WHAT YOU WILL DO » Lines from the beginning of the data through the line containing "position:absolute; left:881px; top:1066px;" are to be copied exactly, with no other line included.

[Stored data]
>>>>>

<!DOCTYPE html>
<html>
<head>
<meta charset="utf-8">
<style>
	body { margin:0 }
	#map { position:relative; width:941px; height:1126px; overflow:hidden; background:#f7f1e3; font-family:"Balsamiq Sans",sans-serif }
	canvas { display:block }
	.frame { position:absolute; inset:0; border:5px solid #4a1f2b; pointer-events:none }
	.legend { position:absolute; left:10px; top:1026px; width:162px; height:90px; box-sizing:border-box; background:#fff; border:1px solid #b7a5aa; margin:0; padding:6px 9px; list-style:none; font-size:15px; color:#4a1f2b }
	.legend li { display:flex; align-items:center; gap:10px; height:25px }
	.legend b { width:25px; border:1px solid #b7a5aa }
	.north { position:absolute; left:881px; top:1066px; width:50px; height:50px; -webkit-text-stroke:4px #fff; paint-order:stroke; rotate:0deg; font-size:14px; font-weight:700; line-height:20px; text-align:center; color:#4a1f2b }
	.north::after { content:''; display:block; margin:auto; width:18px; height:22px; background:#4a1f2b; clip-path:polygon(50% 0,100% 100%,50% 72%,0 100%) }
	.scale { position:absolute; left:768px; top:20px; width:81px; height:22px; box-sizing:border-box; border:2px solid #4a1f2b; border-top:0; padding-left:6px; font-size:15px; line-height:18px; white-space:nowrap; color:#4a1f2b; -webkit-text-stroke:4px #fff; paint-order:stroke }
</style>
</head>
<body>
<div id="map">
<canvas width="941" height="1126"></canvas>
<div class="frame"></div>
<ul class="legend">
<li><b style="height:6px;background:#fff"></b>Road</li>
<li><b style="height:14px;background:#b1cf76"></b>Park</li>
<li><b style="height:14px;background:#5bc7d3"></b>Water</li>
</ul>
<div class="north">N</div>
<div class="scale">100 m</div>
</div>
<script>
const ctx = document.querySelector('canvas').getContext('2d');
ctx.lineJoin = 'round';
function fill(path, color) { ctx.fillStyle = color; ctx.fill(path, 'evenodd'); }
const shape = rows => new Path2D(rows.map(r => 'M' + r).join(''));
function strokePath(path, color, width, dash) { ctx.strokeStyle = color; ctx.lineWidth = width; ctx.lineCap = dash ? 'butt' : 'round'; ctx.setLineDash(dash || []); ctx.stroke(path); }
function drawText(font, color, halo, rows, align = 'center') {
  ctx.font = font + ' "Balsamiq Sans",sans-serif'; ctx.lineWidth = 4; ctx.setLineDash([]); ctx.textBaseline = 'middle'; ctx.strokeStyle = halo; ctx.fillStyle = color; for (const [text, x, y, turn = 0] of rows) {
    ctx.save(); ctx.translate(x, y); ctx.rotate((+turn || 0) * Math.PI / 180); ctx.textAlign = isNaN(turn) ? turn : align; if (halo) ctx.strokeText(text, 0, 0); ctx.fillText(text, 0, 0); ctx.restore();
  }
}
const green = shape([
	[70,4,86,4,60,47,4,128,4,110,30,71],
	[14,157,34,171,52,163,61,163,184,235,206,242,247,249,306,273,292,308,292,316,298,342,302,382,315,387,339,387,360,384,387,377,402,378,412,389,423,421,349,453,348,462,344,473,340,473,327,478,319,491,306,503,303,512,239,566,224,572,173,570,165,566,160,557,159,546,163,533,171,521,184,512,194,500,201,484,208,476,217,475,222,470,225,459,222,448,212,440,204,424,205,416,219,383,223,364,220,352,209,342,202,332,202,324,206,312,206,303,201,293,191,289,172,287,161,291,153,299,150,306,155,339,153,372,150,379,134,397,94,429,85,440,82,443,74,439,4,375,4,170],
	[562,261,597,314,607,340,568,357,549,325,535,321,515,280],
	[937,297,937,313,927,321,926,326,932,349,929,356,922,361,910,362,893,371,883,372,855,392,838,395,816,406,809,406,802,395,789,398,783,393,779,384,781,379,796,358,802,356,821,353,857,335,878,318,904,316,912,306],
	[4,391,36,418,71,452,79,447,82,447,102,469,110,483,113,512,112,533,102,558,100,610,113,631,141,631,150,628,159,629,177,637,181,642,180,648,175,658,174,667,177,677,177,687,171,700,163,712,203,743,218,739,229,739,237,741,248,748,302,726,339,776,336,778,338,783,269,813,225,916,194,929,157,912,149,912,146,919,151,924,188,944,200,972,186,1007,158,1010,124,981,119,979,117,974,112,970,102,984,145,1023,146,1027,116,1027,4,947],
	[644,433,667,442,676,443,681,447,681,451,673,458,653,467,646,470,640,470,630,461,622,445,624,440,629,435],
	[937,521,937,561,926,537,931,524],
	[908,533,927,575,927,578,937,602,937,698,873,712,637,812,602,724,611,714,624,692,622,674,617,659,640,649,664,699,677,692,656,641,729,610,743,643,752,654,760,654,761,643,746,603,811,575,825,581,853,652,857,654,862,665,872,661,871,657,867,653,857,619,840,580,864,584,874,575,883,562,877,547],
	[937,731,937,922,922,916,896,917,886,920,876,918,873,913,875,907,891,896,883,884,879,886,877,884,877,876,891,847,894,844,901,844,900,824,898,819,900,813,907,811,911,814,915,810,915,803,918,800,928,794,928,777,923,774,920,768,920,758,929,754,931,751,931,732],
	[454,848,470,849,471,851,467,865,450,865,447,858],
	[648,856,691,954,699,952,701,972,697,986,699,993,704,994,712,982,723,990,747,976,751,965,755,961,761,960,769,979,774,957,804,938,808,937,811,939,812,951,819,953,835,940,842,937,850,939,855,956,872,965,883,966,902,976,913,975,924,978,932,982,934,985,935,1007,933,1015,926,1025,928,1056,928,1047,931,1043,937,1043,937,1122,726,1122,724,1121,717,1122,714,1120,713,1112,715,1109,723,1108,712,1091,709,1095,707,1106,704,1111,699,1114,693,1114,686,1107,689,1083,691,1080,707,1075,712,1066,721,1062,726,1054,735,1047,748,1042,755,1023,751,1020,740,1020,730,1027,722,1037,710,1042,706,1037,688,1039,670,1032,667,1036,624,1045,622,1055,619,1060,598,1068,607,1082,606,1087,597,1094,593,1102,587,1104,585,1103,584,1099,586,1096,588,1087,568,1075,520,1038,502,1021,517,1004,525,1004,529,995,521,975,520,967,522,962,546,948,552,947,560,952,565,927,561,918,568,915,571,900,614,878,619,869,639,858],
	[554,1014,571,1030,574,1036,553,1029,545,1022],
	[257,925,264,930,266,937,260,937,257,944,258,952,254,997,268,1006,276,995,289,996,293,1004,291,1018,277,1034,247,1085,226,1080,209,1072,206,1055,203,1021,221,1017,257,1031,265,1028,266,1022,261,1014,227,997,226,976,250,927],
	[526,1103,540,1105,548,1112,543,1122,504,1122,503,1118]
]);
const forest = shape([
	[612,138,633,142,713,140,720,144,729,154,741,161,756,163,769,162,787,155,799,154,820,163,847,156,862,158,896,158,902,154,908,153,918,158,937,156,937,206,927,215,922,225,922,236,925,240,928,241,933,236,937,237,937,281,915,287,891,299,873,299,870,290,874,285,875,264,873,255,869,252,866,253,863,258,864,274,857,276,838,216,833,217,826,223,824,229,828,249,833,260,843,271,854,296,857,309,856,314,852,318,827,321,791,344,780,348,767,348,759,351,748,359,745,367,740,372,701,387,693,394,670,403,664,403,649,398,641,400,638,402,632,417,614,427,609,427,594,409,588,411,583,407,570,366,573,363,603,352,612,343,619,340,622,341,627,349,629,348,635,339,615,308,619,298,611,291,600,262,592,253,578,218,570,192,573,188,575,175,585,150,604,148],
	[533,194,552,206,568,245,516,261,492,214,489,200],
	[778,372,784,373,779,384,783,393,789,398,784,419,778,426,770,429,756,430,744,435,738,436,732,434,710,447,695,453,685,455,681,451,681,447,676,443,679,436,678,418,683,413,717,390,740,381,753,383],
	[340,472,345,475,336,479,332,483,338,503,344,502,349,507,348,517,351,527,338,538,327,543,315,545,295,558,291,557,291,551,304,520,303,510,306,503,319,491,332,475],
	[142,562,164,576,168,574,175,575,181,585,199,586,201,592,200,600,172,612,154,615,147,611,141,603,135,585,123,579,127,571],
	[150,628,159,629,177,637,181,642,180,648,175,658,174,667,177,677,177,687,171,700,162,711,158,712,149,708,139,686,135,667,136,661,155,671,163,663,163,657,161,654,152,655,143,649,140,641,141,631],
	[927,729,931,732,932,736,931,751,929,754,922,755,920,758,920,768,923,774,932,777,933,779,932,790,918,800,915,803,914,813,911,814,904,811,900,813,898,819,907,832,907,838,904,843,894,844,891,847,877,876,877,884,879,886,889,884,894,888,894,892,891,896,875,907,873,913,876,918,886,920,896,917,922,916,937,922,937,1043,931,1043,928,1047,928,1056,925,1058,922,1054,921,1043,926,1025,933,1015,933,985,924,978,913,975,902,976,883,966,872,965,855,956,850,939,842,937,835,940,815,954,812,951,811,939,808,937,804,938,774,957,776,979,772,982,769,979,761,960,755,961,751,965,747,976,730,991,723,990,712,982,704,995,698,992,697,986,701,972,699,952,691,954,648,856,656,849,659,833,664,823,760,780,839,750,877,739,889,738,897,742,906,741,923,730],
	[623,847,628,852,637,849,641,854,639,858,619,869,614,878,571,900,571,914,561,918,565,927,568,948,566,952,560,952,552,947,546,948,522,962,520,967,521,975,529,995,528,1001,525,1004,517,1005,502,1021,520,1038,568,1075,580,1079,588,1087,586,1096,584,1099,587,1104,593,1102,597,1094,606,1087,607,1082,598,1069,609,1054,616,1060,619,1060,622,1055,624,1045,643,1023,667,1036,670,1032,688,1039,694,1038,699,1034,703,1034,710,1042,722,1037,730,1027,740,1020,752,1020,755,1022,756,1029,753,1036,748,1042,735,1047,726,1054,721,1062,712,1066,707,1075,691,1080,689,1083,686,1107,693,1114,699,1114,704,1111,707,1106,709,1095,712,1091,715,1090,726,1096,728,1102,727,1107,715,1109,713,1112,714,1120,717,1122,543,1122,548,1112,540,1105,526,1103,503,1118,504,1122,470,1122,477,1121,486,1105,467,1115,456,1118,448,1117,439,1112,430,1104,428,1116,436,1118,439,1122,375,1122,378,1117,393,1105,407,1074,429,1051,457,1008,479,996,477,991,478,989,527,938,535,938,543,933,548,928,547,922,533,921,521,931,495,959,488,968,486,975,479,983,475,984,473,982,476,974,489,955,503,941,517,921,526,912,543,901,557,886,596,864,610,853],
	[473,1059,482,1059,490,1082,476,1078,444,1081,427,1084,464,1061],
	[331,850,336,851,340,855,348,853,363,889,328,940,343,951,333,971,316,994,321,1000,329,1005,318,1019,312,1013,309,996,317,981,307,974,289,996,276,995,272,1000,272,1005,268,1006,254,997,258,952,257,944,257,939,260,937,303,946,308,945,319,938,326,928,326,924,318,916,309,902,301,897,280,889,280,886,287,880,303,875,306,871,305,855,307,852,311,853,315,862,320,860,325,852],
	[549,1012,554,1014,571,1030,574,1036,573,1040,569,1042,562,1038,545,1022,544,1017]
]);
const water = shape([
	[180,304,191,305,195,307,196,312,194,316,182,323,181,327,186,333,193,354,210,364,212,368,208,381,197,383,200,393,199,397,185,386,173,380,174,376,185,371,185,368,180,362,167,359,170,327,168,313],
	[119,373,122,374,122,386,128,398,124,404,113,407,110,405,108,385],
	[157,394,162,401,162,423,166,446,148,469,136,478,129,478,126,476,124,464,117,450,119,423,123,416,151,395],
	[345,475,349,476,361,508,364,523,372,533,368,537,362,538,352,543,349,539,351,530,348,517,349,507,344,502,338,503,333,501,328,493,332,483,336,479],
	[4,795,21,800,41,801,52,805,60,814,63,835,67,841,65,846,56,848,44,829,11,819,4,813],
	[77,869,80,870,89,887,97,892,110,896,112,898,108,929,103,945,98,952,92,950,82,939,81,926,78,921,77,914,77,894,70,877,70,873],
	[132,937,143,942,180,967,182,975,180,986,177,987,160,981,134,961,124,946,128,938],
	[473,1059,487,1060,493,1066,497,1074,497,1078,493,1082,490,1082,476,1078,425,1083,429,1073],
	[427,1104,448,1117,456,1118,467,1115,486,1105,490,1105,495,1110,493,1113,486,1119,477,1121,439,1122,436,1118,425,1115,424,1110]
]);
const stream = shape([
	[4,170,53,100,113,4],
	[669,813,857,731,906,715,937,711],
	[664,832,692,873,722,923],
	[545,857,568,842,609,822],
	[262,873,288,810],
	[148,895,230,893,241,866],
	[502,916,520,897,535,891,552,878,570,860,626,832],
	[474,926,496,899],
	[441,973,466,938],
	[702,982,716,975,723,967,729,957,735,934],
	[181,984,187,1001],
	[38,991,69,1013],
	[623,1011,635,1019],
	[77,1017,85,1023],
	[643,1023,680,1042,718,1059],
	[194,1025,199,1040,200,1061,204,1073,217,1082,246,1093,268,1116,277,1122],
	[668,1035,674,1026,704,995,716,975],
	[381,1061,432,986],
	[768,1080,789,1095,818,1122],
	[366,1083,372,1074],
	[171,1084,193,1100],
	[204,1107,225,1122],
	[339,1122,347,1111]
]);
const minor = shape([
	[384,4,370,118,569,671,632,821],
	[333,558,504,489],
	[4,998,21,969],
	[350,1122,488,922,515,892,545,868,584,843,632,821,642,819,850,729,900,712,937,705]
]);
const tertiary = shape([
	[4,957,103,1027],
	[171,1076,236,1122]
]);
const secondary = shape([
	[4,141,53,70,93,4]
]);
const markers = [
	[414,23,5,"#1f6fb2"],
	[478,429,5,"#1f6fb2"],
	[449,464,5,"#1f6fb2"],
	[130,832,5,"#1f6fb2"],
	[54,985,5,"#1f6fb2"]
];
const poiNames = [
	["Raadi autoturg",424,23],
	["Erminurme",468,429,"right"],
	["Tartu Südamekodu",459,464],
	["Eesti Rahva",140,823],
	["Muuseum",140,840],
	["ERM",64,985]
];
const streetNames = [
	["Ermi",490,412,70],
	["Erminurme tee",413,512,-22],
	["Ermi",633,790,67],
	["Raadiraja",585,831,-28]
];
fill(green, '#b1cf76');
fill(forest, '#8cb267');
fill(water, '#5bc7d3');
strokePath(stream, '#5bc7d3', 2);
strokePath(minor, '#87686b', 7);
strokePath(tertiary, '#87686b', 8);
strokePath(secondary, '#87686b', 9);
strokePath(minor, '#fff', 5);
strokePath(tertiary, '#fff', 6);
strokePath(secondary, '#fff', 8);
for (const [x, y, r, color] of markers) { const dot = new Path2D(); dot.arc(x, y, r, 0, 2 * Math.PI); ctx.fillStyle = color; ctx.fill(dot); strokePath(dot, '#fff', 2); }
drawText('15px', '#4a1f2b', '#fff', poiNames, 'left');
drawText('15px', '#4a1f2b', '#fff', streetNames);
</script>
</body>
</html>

<<<<<

RESPONSE TO THE TASK »
<!DOCTYPE html>
<html>
<head>
<meta charset="utf-8">
<style>
	body { margin:0 }
	#map { position:relative; width:941px; height:1126px; overflow:hidden; background:#f7f1e3; font-family:"Balsamiq Sans",sans-serif }
	canvas { display:block }
	.frame { position:absolute; inset:0; border:5px solid #4a1f2b; pointer-events:none }
	.legend { position:absolute; left:10px; top:1026px; width:162px; height:90px; box-sizing:border-box; background:#fff; border:1px solid #b7a5aa; margin:0; padding:6px 9px; list-style:none; font-size:15px; color:#4a1f2b }
	.legend li { display:flex; align-items:center; gap:10px; height:25px }
	.legend b { width:25px; border:1px solid #b7a5aa }
	.north { position:absolute; left:881px; top:1066px; width:50px; height:50px; -webkit-text-stroke:4px #fff; paint-order:stroke; rotate:0deg; font-size:14px; font-weight:700; line-height:20px; text-align:center; color:#4a1f2b }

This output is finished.